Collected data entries

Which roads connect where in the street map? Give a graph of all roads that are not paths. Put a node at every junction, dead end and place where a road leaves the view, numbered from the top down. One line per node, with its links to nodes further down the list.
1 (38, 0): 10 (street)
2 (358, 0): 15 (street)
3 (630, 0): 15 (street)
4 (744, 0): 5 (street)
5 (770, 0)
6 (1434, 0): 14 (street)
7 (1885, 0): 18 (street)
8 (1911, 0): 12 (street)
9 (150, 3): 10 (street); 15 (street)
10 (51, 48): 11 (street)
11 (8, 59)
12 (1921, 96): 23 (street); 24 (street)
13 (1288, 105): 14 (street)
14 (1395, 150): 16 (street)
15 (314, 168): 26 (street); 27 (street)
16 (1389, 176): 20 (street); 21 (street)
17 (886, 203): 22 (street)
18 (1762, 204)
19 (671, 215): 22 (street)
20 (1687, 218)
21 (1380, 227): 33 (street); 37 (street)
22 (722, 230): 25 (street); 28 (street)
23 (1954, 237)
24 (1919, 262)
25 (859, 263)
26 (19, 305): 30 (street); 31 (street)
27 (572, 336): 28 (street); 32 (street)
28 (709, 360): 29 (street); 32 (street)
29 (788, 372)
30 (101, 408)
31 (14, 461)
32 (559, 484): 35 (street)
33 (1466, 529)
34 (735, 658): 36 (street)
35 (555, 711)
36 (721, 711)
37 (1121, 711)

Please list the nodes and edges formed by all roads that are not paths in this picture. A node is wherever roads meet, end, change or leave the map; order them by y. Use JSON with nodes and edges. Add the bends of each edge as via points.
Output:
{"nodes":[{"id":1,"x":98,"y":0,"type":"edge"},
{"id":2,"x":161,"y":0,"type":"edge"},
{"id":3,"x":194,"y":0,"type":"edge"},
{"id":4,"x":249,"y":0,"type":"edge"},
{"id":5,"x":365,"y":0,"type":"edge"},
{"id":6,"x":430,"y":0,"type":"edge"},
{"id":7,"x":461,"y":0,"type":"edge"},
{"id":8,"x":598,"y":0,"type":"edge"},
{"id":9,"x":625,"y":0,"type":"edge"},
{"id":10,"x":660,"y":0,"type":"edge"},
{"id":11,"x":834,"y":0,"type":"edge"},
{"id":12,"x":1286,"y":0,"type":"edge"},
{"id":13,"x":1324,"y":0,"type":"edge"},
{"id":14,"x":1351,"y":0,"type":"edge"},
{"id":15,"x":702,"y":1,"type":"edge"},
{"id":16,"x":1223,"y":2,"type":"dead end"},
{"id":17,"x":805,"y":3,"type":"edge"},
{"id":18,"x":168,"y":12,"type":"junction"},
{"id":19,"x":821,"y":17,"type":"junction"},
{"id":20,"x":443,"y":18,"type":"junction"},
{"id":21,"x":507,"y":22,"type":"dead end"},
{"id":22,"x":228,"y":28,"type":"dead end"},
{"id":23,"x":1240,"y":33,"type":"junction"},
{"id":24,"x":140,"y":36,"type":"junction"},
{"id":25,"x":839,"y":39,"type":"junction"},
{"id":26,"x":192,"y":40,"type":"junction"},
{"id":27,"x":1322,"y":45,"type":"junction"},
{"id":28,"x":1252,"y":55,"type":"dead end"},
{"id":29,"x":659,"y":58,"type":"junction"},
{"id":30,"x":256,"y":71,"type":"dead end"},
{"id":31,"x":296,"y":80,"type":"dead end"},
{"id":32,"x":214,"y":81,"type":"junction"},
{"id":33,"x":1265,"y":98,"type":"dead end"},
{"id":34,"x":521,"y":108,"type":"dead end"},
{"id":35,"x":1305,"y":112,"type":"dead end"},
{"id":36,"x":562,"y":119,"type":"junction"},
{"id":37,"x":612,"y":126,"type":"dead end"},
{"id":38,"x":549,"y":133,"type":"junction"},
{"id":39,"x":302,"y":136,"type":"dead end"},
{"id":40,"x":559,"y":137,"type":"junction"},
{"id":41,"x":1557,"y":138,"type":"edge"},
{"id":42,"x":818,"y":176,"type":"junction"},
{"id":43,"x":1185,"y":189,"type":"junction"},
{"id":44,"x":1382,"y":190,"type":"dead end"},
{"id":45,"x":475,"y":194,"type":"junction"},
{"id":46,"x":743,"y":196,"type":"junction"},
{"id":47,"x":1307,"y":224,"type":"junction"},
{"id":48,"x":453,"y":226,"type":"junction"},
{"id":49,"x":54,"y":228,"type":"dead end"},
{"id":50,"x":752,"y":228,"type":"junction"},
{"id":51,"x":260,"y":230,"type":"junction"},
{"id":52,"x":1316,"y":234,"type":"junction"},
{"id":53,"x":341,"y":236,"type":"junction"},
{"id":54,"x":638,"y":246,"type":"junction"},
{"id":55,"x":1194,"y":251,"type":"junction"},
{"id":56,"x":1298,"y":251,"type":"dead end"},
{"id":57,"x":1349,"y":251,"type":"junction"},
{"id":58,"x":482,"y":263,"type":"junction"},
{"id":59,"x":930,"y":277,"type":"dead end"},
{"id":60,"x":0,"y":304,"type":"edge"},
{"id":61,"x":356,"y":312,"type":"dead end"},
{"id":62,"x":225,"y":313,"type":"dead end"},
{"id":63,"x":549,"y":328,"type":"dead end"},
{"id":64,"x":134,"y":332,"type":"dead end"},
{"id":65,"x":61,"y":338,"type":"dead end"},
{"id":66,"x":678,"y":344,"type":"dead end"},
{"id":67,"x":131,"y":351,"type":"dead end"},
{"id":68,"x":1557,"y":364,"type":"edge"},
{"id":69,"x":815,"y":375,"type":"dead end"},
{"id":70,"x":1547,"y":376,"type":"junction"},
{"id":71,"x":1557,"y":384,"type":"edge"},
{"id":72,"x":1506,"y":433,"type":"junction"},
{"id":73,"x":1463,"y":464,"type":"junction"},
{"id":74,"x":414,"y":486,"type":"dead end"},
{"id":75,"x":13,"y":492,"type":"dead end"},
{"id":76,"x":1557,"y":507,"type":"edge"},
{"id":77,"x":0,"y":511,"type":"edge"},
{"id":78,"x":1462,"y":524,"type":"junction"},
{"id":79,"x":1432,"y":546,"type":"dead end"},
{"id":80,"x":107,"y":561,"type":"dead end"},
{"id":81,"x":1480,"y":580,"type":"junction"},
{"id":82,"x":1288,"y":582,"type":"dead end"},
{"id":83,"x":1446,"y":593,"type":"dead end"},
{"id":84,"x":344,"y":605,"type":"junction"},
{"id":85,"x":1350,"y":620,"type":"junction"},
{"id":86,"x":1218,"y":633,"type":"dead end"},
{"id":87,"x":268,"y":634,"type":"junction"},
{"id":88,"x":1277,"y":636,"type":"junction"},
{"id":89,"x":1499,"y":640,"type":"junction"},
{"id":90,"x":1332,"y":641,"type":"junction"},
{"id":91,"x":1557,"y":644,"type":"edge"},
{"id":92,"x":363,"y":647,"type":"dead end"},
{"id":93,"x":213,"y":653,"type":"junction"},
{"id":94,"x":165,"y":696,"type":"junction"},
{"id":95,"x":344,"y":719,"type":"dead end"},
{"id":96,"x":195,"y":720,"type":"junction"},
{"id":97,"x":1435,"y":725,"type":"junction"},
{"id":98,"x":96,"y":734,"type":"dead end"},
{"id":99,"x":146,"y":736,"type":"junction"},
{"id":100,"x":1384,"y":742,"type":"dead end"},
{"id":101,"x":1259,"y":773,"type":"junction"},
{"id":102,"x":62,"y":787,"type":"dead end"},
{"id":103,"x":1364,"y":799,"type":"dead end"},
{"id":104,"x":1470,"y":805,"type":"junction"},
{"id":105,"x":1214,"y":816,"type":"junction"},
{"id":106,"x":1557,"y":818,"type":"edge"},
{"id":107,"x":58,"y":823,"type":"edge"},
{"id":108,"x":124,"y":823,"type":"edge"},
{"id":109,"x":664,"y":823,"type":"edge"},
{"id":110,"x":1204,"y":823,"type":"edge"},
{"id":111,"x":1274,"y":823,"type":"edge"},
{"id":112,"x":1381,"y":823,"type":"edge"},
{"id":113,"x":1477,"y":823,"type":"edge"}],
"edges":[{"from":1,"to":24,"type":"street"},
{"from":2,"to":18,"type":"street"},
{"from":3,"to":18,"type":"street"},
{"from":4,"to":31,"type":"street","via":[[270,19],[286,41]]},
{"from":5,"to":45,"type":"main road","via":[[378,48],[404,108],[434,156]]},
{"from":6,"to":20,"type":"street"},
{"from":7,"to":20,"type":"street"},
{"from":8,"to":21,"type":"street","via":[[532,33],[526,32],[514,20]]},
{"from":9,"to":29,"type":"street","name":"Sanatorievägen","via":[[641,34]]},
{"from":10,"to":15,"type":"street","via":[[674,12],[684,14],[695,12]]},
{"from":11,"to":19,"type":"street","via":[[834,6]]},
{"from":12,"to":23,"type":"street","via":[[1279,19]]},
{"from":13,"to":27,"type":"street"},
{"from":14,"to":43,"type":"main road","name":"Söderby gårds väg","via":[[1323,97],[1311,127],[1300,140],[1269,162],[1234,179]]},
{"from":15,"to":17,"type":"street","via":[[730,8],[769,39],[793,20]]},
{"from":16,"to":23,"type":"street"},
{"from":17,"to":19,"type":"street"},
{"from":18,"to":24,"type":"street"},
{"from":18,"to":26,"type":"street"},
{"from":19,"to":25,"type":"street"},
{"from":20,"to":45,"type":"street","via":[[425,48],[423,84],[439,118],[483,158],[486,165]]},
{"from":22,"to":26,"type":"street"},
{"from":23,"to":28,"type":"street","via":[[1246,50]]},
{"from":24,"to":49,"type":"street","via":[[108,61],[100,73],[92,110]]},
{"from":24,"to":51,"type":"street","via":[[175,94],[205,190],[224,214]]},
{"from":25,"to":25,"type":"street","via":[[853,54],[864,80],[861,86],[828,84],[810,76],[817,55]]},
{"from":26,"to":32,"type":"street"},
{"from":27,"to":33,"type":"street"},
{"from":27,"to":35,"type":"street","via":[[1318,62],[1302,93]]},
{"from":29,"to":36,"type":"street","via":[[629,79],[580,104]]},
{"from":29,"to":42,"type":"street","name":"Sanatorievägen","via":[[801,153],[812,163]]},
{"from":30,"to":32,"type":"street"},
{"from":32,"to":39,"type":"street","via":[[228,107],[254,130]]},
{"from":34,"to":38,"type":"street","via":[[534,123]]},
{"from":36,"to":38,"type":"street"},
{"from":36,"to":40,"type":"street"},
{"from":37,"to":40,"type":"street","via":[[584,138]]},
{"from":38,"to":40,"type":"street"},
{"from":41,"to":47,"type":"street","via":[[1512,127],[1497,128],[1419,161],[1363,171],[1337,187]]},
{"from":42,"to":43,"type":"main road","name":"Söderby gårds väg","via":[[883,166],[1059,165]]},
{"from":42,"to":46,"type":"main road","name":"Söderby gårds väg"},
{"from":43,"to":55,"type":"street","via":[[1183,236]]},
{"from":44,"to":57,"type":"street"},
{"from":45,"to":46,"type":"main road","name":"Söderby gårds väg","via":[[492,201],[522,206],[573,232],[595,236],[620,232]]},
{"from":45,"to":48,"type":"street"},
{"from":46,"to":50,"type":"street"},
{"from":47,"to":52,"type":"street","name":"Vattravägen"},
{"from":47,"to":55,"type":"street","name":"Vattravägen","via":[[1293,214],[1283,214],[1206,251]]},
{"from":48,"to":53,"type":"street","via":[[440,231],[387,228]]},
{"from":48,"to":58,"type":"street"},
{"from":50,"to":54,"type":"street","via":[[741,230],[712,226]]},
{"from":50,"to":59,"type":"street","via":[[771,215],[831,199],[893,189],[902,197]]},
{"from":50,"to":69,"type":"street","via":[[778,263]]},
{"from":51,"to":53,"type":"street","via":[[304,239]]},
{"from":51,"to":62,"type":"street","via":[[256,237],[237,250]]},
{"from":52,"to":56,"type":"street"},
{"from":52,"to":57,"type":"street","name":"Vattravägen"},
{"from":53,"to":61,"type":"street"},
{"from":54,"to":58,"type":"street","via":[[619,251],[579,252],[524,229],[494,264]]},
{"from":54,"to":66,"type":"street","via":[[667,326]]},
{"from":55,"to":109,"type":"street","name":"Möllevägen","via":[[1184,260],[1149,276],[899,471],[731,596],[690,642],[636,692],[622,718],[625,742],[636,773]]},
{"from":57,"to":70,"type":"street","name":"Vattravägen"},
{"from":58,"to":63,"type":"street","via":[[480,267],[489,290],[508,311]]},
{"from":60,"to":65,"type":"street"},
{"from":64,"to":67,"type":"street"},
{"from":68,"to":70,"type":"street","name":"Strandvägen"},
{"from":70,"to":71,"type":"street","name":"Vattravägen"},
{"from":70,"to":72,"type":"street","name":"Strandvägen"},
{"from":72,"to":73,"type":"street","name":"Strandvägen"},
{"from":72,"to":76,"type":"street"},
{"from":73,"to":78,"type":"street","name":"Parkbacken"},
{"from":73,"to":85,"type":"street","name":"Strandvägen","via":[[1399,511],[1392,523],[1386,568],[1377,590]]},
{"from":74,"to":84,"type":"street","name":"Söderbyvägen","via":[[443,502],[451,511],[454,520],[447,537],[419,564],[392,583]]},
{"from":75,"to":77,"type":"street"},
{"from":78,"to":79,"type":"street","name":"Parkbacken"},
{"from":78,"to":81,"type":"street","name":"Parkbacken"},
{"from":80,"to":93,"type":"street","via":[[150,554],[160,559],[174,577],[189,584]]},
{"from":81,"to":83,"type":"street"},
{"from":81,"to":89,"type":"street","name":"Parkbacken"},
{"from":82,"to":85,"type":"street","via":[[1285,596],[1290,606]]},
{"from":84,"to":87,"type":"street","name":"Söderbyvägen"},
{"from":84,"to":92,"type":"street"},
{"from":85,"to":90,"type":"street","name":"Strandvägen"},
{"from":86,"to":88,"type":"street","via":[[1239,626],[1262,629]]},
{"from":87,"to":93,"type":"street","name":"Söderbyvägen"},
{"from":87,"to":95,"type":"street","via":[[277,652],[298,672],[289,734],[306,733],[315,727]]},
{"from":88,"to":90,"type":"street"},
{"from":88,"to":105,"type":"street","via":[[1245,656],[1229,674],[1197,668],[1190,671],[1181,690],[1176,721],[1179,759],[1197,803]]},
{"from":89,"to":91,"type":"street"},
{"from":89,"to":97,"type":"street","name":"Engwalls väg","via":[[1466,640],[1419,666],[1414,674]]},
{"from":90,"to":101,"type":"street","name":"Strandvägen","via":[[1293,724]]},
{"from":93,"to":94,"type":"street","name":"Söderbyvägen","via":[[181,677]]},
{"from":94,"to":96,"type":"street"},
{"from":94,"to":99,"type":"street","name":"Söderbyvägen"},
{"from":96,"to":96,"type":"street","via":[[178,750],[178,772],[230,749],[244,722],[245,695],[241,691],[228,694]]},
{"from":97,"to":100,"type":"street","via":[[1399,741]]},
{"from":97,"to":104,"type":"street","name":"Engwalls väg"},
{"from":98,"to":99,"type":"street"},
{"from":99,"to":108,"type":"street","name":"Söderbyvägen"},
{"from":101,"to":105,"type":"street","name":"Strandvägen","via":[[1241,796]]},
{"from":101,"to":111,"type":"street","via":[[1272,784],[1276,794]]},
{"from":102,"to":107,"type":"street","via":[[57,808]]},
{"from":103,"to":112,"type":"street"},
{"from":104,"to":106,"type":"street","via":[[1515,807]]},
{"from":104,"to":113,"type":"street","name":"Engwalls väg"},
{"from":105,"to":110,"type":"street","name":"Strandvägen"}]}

Action item:
Please return a copy of each line in the entries that has the string "nodes".

Result of this exercise:
Which roads connect where in the street map? Give a graph of all roads that are not paths. Put a node at every junction, dead end and place where a road leaves the view, numbered from the top down. One line per node, with its links to nodes further down the list.
Please list the nodes and edges formed by all roads that are not paths in this picture. A node is wherever roads meet, end, change or leave the map; order them by y. Use JSON with nodes and edges. Add the bends of each edge as via points.
{"nodes":[{"id":1,"x":98,"y":0,"type":"edge"},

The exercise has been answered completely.